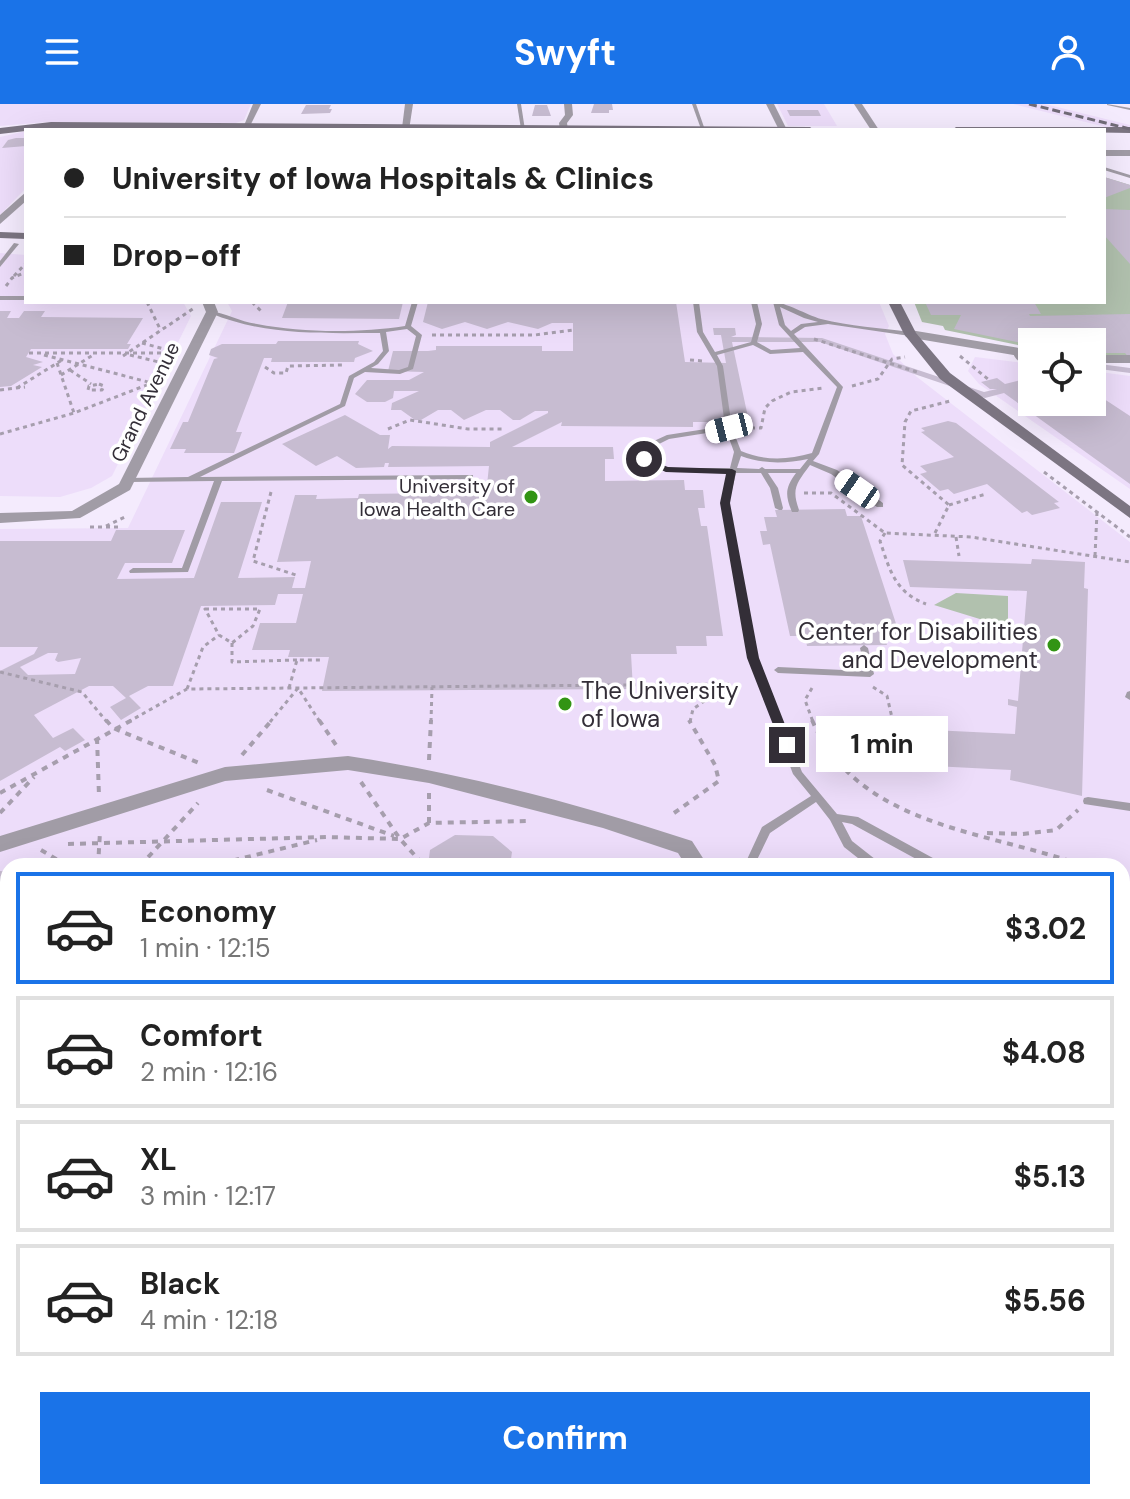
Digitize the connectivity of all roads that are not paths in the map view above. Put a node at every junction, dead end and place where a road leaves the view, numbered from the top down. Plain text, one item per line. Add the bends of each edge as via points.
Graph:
1 (257, 104) edge
2 (409, 104) edge
3 (519, 104) edge
4 (568, 104) edge
5 (694, 104) edge
6 (770, 104) edge
7 (858, 104) edge
8 (1109, 104) edge
9 (1130, 109) edge
10 (246, 126) junction
11 (49, 128) edge
12 (90, 128) edge
13 (153, 128) edge
14 (289, 128) edge
15 (406, 128) edge
16 (523, 128) edge
17 (558, 128) edge
18 (703, 128) edge
19 (782, 128) edge
20 (874, 128) edge
21 (2, 129) edge
22 (24, 129) edge
23 (1106, 130) edge
24 (1130, 130) edge
25 (1106, 153) edge
26 (1130, 153) edge
27 (1106, 169) edge
28 (1130, 177) edge
29 (20, 206) edge
30 (0, 221) edge
31 (0, 235) edge
32 (23, 242) edge
33 (0, 243) edge
34 (0, 265) edge
35 (0, 298) edge
36 (24, 298) edge
37 (414, 304) edge
38 (696, 304) edge
39 (754, 304) edge
40 (777, 304) edge
41 (781, 304) edge
42 (895, 304) edge
43 (210, 307) edge
44 (830, 322) junction
45 (408, 327) junction
46 (383, 331) junction
47 (790, 334) junction
48 (910, 334) junction
49 (754, 343) junction
50 (802, 350) junction
51 (1018, 353) edge
52 (714, 354) junction
53 (1106, 359) edge
54 (1130, 359) edge
55 (364, 370) junction
56 (729, 428) junction
57 (738, 452) junction
58 (815, 454) junction
59 (756, 460) junction
60 (808, 462) junction
61 (732, 471) junction
62 (764, 471) junction
63 (800, 471) junction
64 (470, 477) dead end
65 (190, 479) junction
66 (219, 479) junction
67 (130, 480) junction
68 (880, 505) dead end
69 (779, 508) dead end
70 (795, 510) dead end
71 (1130, 513) edge
72 (0, 518) edge
73 (133, 571) dead end
74 (864, 648) dead end
75 (778, 670) dead end
76 (818, 796) junction
77 (1088, 801) road end
78 (1130, 807) edge
79 (834, 817) junction
80 (0, 844) edge
81 (692, 858) edge
82 (753, 858) edge
83 (866, 858) edge
84 (923, 858) edge

1 - 10 street
2 - 15 street
3 - 16 lane
4 - 17 street via 569,115
5 - 18 lane
6 - 19 street
7 - 20 street
8 - 9 lane
10 - 13 main road
10 - 14 main road
11 - 12 main road
12 - 13 main road
21 - 22 main road
23 - 24 main road
25 - 26 street
27 - 28 lane
29 - 30 street
31 - 32 main road
32 - 33 main road
32 - 34 lane
35 - 36 lane
37 - 45 lane
38 - 52 lane via 700,332
39 - 49 lane via 759,324
40 - 47 lane
41 - 44 lane
42 - 48 main road
43 - 46 lane via 230,321 282,329
43 - 67 street, Grand Avenue
44 - 47 lane via 803,325
44 - 48 lane
45 - 46 lane
45 - 55 lane via 419,335 411,368 390,373
46 - 55 lane via 386,351
47 - 50 lane
48 - 51 street
48 - 71 main road via 963,392
49 - 50 lane via 770,352
49 - 52 lane
50 - 58 lane via 840,387
52 - 56 lane
53 - 54 street
55 - 65 lane via 351,377 343,405
56 - 57 lane
56 - 61 lane via 667,437 646,448 644,459 666,470
57 - 59 lane
57 - 61 lane
58 - 59 lane via 785,462
58 - 60 lane
59 - 62 lane
60 - 63 lane
60 - 68 lane via 834,472
61 - 62 lane
61 - 76 lane via 725,503 753,658 798,774
62 - 63 lane
62 - 69 lane
63 - 70 lane via 790,492
64 - 66 lane
65 - 66 lane
65 - 67 lane
66 - 73 lane via 185,570
67 - 72 street, Grand Avenue via 75,515
74 - 75 lane via 870,674
76 - 79 lane
76 - 82 lane via 766,830
77 - 78 lane
79 - 83 lane via 848,844
79 - 84 lane via 854,820
80 - 81 street via 225,774 348,763 429,776 605,820 685,847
■ ■ ■ ■
Problem description - If an entry contains an image, please omit that image and print everything else verbatim.

Finished exercise -
Digitize the connectivity of all roads that are not paths in the map view above. Put a node at every junction, dead end and place where a road leaves the view, numbered from the top down. Plain text, one item per line. Add the bends of each edge as via points.
Graph:
1 (257, 104) edge
2 (409, 104) edge
3 (519, 104) edge
4 (568, 104) edge
5 (694, 104) edge
6 (770, 104) edge
7 (858, 104) edge
8 (1109, 104) edge
9 (1130, 109) edge
10 (246, 126) junction
11 (49, 128) edge
12 (90, 128) edge
13 (153, 128) edge
14 (289, 128) edge
15 (406, 128) edge
16 (523, 128) edge
17 (558, 128) edge
18 (703, 128) edge
19 (782, 128) edge
20 (874, 128) edge
21 (2, 129) edge
22 (24, 129) edge
23 (1106, 130) edge
24 (1130, 130) edge
25 (1106, 153) edge
26 (1130, 153) edge
27 (1106, 169) edge
28 (1130, 177) edge
29 (20, 206) edge
30 (0, 221) edge
31 (0, 235) edge
32 (23, 242) edge
33 (0, 243) edge
34 (0, 265) edge
35 (0, 298) edge
36 (24, 298) edge
37 (414, 304) edge
38 (696, 304) edge
39 (754, 304) edge
40 (777, 304) edge
41 (781, 304) edge
42 (895, 304) edge
43 (210, 307) edge
44 (830, 322) junction
45 (408, 327) junction
46 (383, 331) junction
47 (790, 334) junction
48 (910, 334) junction
49 (754, 343) junction
50 (802, 350) junction
51 (1018, 353) edge
52 (714, 354) junction
53 (1106, 359) edge
54 (1130, 359) edge
55 (364, 370) junction
56 (729, 428) junction
57 (738, 452) junction
58 (815, 454) junction
59 (756, 460) junction
60 (808, 462) junction
61 (732, 471) junction
62 (764, 471) junction
63 (800, 471) junction
64 (470, 477) dead end
65 (190, 479) junction
66 (219, 479) junction
67 (130, 480) junction
68 (880, 505) dead end
69 (779, 508) dead end
70 (795, 510) dead end
71 (1130, 513) edge
72 (0, 518) edge
73 (133, 571) dead end
74 (864, 648) dead end
75 (778, 670) dead end
76 (818, 796) junction
77 (1088, 801) road end
78 (1130, 807) edge
79 (834, 817) junction
80 (0, 844) edge
81 (692, 858) edge
82 (753, 858) edge
83 (866, 858) edge
84 (923, 858) edge

1 - 10 street
2 - 15 street
3 - 16 lane
4 - 17 street via 569,115
5 - 18 lane
6 - 19 street
7 - 20 street
8 - 9 lane
10 - 13 main road
10 - 14 main road
11 - 12 main road
12 - 13 main road
21 - 22 main road
23 - 24 main road
25 - 26 street
27 - 28 lane
29 - 30 street
31 - 32 main road
32 - 33 main road
32 - 34 lane
35 - 36 lane
37 - 45 lane
38 - 52 lane via 700,332
39 - 49 lane via 759,324
40 - 47 lane
41 - 44 lane
42 - 48 main road
43 - 46 lane via 230,321 282,329
43 - 67 street, Grand Avenue
44 - 47 lane via 803,325
44 - 48 lane
45 - 46 lane
45 - 55 lane via 419,335 411,368 390,373
46 - 55 lane via 386,351
47 - 50 lane
48 - 51 street
48 - 71 main road via 963,392
49 - 50 lane via 770,352
49 - 52 lane
50 - 58 lane via 840,387
52 - 56 lane
53 - 54 street
55 - 65 lane via 351,377 343,405
56 - 57 lane
56 - 61 lane via 667,437 646,448 644,459 666,470
57 - 59 lane
57 - 61 lane
58 - 59 lane via 785,462
58 - 60 lane
59 - 62 lane
60 - 63 lane
60 - 68 lane via 834,472
61 - 62 lane
61 - 76 lane via 725,503 753,658 798,774
62 - 63 lane
62 - 69 lane
63 - 70 lane via 790,492
64 - 66 lane
65 - 66 lane
65 - 67 lane
66 - 73 lane via 185,570
67 - 72 street, Grand Avenue via 75,515
74 - 75 lane via 870,674
76 - 79 lane
76 - 82 lane via 766,830
77 - 78 lane
79 - 83 lane via 848,844
79 - 84 lane via 854,820
80 - 81 street via 225,774 348,763 429,776 605,820 685,847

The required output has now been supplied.